WORK TASK:
Count the lines below that include the word "street" and write that number alone.

EXTRACTED RECORDS:
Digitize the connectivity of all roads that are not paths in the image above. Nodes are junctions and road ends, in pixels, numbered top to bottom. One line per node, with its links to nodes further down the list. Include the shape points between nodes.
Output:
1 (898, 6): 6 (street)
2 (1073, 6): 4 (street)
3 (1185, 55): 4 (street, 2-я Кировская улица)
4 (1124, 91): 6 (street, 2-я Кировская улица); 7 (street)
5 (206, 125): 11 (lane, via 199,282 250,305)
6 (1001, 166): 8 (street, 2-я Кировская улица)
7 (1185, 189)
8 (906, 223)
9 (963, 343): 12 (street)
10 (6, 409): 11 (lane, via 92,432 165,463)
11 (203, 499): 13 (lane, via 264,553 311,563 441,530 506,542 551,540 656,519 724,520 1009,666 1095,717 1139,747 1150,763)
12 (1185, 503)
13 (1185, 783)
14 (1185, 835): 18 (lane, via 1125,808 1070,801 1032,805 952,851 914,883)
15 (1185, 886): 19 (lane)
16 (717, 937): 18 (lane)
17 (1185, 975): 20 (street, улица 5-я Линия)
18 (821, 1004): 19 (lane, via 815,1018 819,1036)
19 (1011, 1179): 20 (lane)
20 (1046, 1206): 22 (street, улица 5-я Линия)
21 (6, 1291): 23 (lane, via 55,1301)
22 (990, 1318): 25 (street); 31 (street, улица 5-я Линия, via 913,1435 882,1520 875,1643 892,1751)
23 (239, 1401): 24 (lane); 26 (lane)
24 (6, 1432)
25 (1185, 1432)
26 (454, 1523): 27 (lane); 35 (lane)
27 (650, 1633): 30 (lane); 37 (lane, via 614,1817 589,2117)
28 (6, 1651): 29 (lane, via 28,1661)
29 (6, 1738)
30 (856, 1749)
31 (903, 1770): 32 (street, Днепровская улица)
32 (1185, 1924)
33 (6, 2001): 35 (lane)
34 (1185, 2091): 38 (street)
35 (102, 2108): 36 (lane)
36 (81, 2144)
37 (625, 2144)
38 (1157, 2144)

WRITTEN ANSWER:
11